The family's experience with autismrelated school services for Ryan has been predominantly positive.

"Thanks to the Wawa House, which sponsors a 3- to 5-year-old program at the Eden Institute," Sullivan said.

Even when the Sullivans did have concerns about Ryan's school placement, due to an excessive amount of teacher changing in a short period of time, the public school district "was very cooperative," she said.E

ach public school district must provide an education for all of the students living in its jurisdiction regardless of race, creed, color, national origin, ancestry, age, marital status, sexual orientation, gender, religion, socioeconomic status or disability. However, when it comes to placing a student with special needs in a private school, some districts help more than others. The Sullivans had no problems working with the Upper Freehold Regional School District.

"We said we have got to find the appropriate place for our child, and they were very open to the idea," Sullivan said. "We were shocked, because we heard that people [in other districts] had to sell their homes and move."

To supplement Ryan's year-round schooling at the Search Day Program and his 15 hours of therapy per week, his family has also searched out more unconventional services that could benefit their son. "We are trying to find ways to calm him and bring him in tune with other people and himself," Sullivan said.

This summer, Ryan had the opportunity to take part in the Surfers Healing surf camp held Sept. 13 in Belmar. Surfers Healing was founded by parents of a child diagnosed with autism and suffering from sensory overload that calmed down when on the ocean surfing.

Ryan got to put on a wetsuit and go out into the ocean on a surfboard with a professional surfer.

"While the wait was long [his scheduled slot was 1:30 p.m. and he ended up going around 3 p.m.], he had a blast," Sullivan said. "When he finally got to get out, there was an extended lull in the waves. But when he finally got to ride, wow, the ear-to-ear grin."

Sullivan said that Ryan's inability to verbally communicate what he thought about the experience prevents the family from truly knowing what he thought, but his staying an extra two hours playing with his father, Michael, in the surf, meant something.

"I would say that it did something to his spirit," she said. "Mike may now have to learn to surf."

The Sullivans are already thinking about attending next year and recommend the program to anyone who gets the chance to participate.

The family said they are lucky because they haven't had as many barriers as some of their friends with autistic children have had.
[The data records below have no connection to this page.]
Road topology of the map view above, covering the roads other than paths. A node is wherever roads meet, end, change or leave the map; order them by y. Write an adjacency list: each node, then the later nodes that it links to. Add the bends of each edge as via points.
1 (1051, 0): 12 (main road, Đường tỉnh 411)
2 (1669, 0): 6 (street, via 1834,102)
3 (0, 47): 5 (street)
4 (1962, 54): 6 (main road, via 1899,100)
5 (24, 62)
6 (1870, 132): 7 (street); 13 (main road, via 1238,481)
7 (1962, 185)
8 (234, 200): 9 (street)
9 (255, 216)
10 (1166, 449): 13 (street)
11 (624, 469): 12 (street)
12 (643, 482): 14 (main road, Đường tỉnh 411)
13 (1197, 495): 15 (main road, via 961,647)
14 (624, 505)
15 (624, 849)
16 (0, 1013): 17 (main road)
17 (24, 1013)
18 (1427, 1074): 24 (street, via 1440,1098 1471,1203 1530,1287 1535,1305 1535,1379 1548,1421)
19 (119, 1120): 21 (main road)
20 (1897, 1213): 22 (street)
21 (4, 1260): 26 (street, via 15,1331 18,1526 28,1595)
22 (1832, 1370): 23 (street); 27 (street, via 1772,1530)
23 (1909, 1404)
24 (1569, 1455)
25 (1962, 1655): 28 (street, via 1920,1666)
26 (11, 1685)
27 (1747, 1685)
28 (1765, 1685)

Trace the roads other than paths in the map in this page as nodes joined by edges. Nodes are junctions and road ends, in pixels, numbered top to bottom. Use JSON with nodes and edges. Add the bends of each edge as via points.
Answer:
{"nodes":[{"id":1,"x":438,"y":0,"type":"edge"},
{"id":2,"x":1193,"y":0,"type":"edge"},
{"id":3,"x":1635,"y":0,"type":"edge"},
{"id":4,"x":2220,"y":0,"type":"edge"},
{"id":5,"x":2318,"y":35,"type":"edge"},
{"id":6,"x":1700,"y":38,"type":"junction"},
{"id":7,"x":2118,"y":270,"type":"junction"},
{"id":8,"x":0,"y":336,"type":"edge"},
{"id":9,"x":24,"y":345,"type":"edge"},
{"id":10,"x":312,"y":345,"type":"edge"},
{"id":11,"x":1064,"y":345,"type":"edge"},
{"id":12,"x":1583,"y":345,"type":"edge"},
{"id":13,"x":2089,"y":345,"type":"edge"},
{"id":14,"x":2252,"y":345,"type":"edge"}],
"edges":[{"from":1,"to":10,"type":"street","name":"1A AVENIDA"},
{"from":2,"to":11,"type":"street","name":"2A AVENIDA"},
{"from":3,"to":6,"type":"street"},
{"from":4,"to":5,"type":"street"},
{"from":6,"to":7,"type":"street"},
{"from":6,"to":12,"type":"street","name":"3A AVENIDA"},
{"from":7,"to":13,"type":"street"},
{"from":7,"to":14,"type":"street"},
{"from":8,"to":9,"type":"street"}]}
However, they continue to advocate for more resources and services for families affected by autism.

She said Sen. Robert Singer and Assemblymen Ronald Dancer and Joseph Mallone (all D-30) all took the time to personally call her to discuss her concerns about autism initiatives when she wrote to them.

The family also advocates for more research to find a cause and a cure by participating in numerous surveys and medical studies, as well as fundraisers like the Family Resource Network's fifth annual Beach Bash.

"They provide a lot of respite, either in funds or activities or getting you in touch with other organizations," Sullivan said.

The Sullivans will also take part in Walk Now for Autism Central New Jersey on Oct. 11 at Mercer County Community College in West Windsor. Registration opens at noon, and the 1.5-mile walk starts at 2 p.m. To contribute to Ryan's Rebels, which has set a goal of raising $2,000 for the event, visit www.walknowforautism. org/centralnewjersey/ryans_reb els.

While the causes of autism remain unknown and the disorder remains incurable, Early Intervention and other autism-related services help teach families like the Sullivans to prepare for the worst but to hope for the best for their autistic children.

"Someday I hope Ryan will have a family and a job, if that's what he chooses," Sullivan said. "I just want him to be happy and I would love for him to talk."